Dava başlangıçta Avrupa ve ABD'de satılan 9 milyon aracı kapsıyordu, ancak mahkeme süreci boyunca bu rakam 4 milyon araçla sınırlandırıldı. Volkswagen, 2018 yılında Alman savcılarına 1 milyar euro ödeyerek cezai soruşturmayı sonlandırmıştı.
Bu araçlar arasında Türkiye'deki modeller de vardı. Bazı araçlara yazılım güncellemesi ile kısıtlama getirilirken bazı kullanıcılar ise "haberleri olmadan" bu güncellemelerin araçlarına uygulandığını iddia etmişti o dönemlerde.

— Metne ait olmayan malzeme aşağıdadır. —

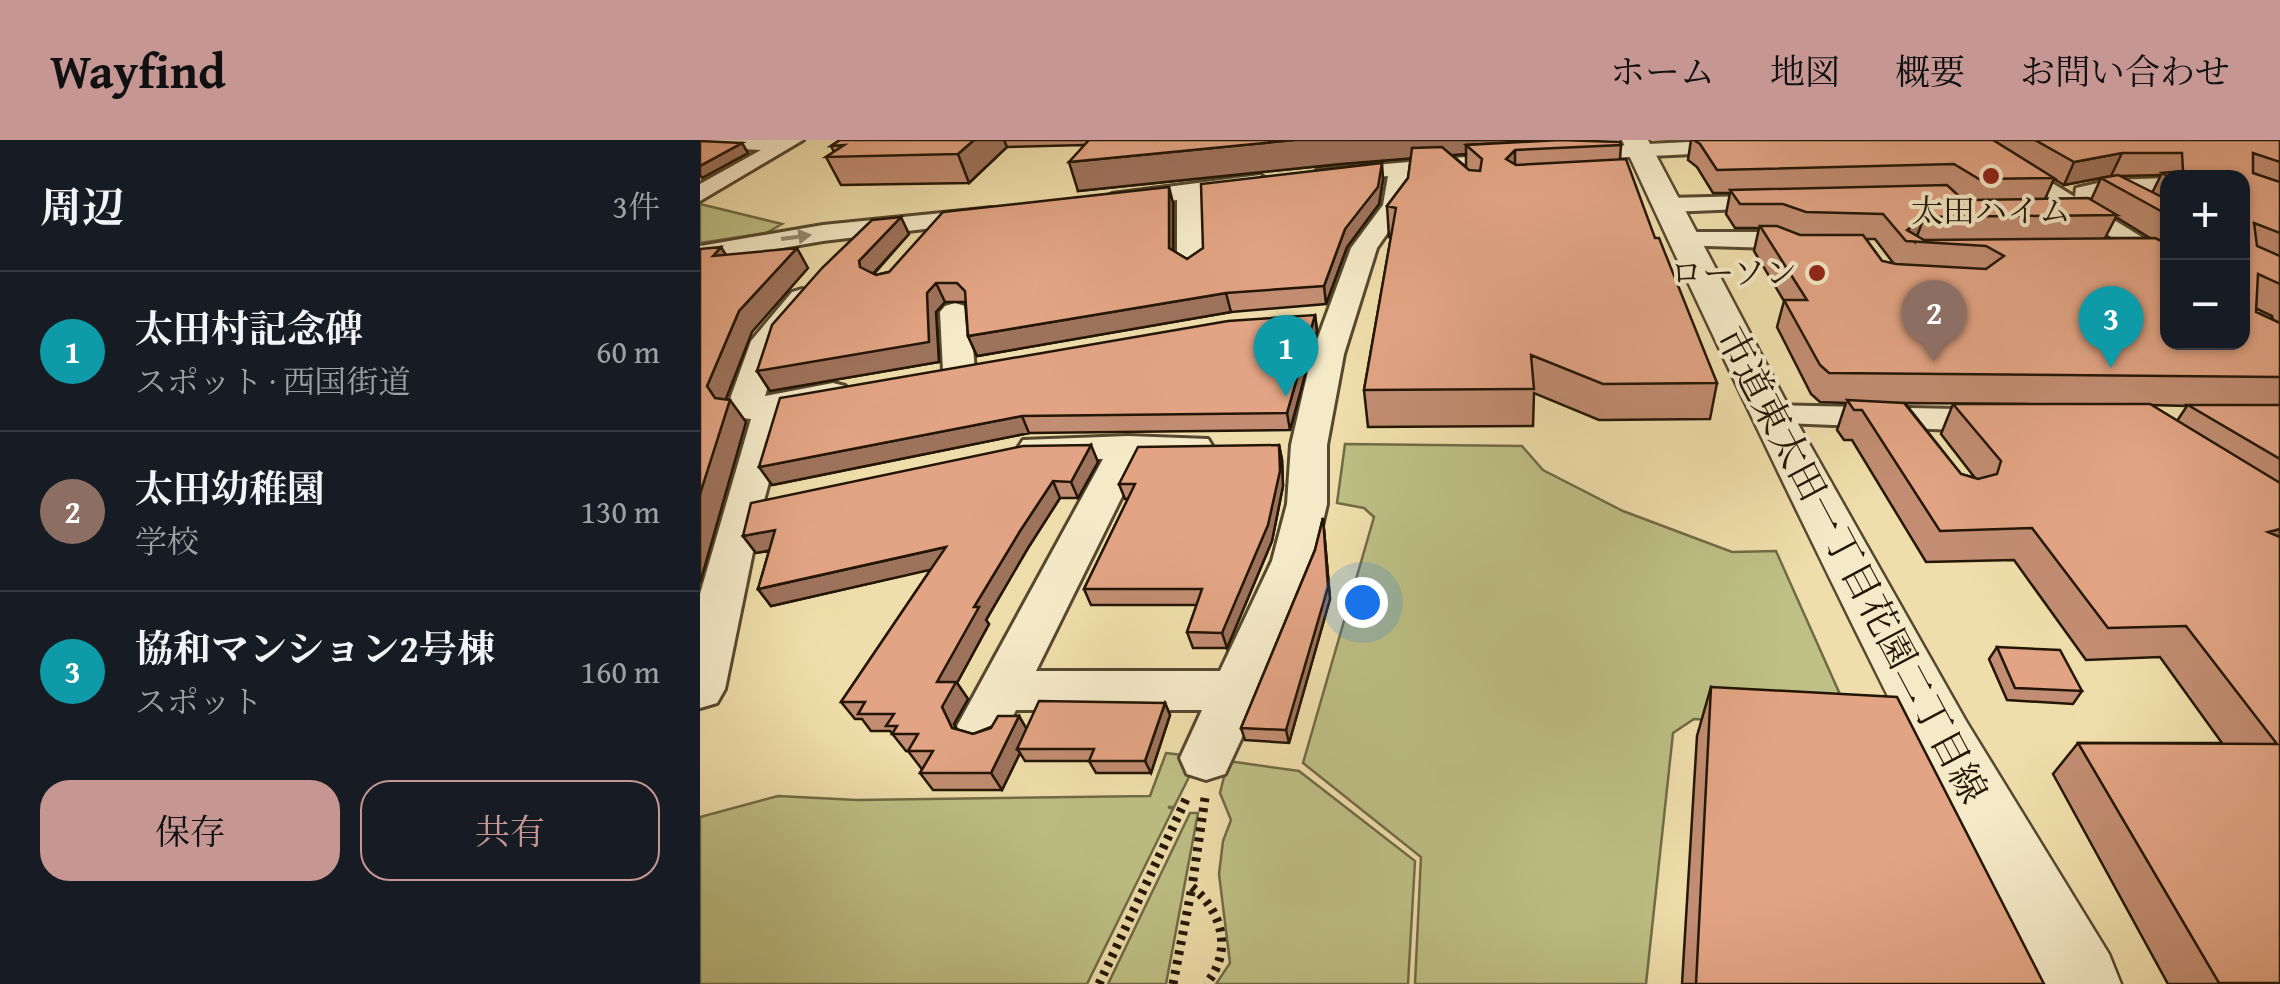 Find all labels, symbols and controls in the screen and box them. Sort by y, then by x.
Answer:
text: Wayfind [50,35,226,106]
text: ホーム [1610,46,1715,97]
text: 地図 [1770,46,1840,97]
text: 概要 [1895,46,1965,97]
text: お問い合わせ [2020,46,2230,97]
marker: 太田ハイム [1980,165,2002,187]
map controls [2160,170,2250,350]
button: + [2160,170,2250,260]
text: 周辺 [40,176,124,237]
text: 3件 [613,183,660,230]
place label: 太田ハイム [1911,187,2071,234]
one-way arrow [781,228,812,244]
place label: ローソン [1670,249,1797,296]
button: − [2160,260,2250,350]
marker: ローソン [1806,262,1828,284]
pin: 2 [1902,280,1966,362]
pin: 3 [2078,286,2144,368]
text: 太田村記念碑 [135,300,363,356]
pin: 1 [1254,314,1318,397]
street label: 市道東太田一丁目花園二丁目線 [1703,317,2002,813]
text: 1 [64,328,81,375]
text: 60 m [596,328,660,375]
text: スポット · 西国街道 [135,358,410,405]
text: 太田幼稚園 [135,460,325,516]
text: 2 [64,488,81,535]
text: 130 m [581,488,660,535]
text: 学校 [135,518,199,565]
your location [1337,577,1388,628]
text: 協和マンション2号棟 [135,620,495,676]
text: 3 [64,648,81,695]
text: 160 m [581,648,660,695]
text: スポット [135,678,263,725]
button: 保存 [40,780,340,881]
button: 共有 [360,780,660,881] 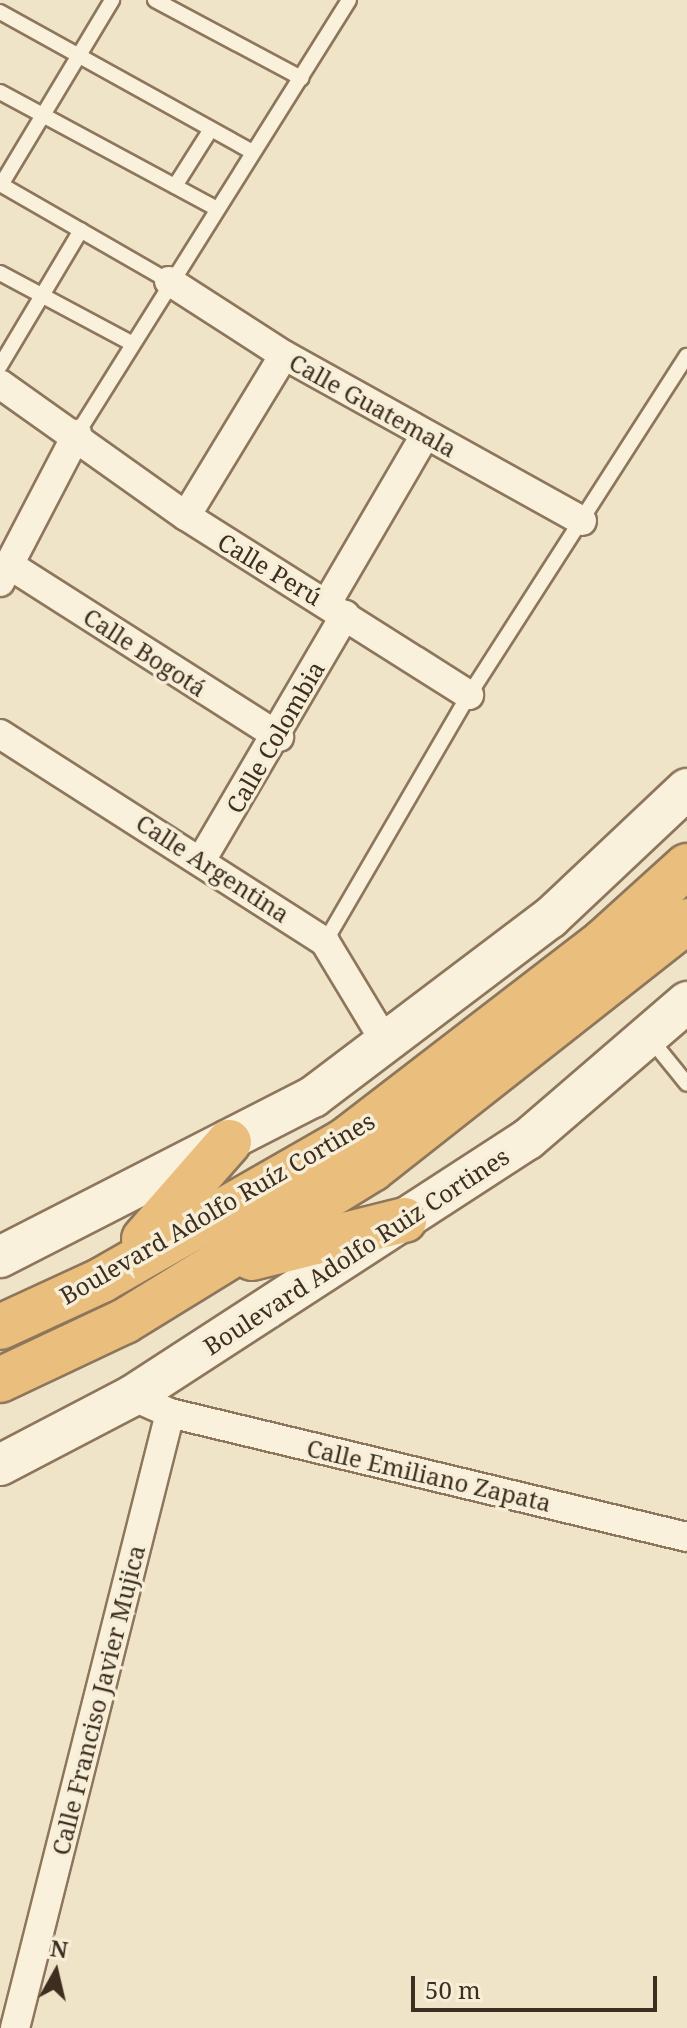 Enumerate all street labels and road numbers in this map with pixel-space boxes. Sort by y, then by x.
street label: Calle Guatemala [284,347,462,463]
street label: Calle Perú [213,527,327,611]
street label: Calle Bogotá [78,602,212,702]
street label: Calle Colombia [220,656,330,818]
street label: Calle Argentina [131,808,295,928]
street label: Boulevard Adolfo Ruíz Cortines [55,1106,379,1310]
street label: Boulevard Adolfo Ruiz Cortines [198,1141,514,1361]
street label: Calle Emiliano Zapata [304,1433,554,1517]
street label: Calle Franciso Javier Mujica [45,1542,151,1858] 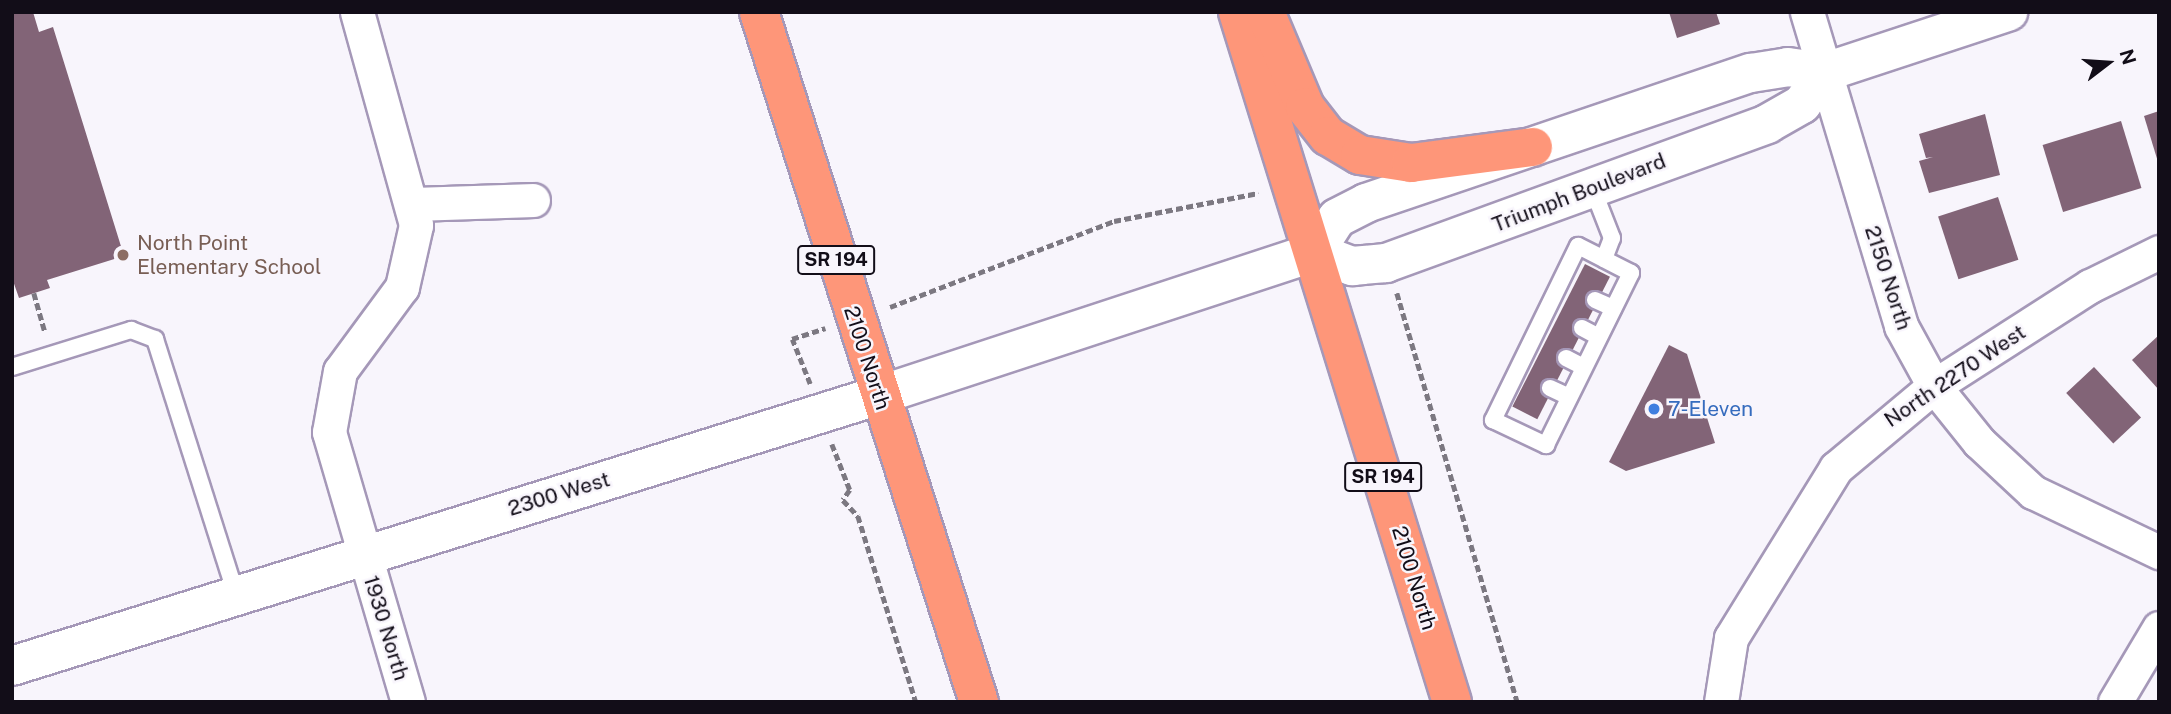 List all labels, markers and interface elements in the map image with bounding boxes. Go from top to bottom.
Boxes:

Skandal sonrasında o dönemki CEO Martin Winterkorn istifa etmiş, şirket tarihi bir krizle karşı karşıya kalmıştı. Test ortamında düşük emisyon değerleri gösteren araçlar, gerçek kullanımda çok daha yüksek zararlı gaz salımı yapıyordu.
Dizel motorların altın dönemleri de böylece bitmiş oldu.
SİSTEM NASIL ÇALIŞIYORDU?
Volkswagen'in "sahte yazılım" sistemi, araçların elektronik kontrol modülüne yerleştirilen ve sürekli araç verilerini analiz eden özel bir yazılımdı. Bu sistem, direksiyonun pozisyonu, araç hızı, motor devri gibi parametrelerden aracın emisyon testine girdiğini algılayabiliyor ve o anda emisyon kontrol sistemlerini tam kapasiteyle devreye sokuyordu.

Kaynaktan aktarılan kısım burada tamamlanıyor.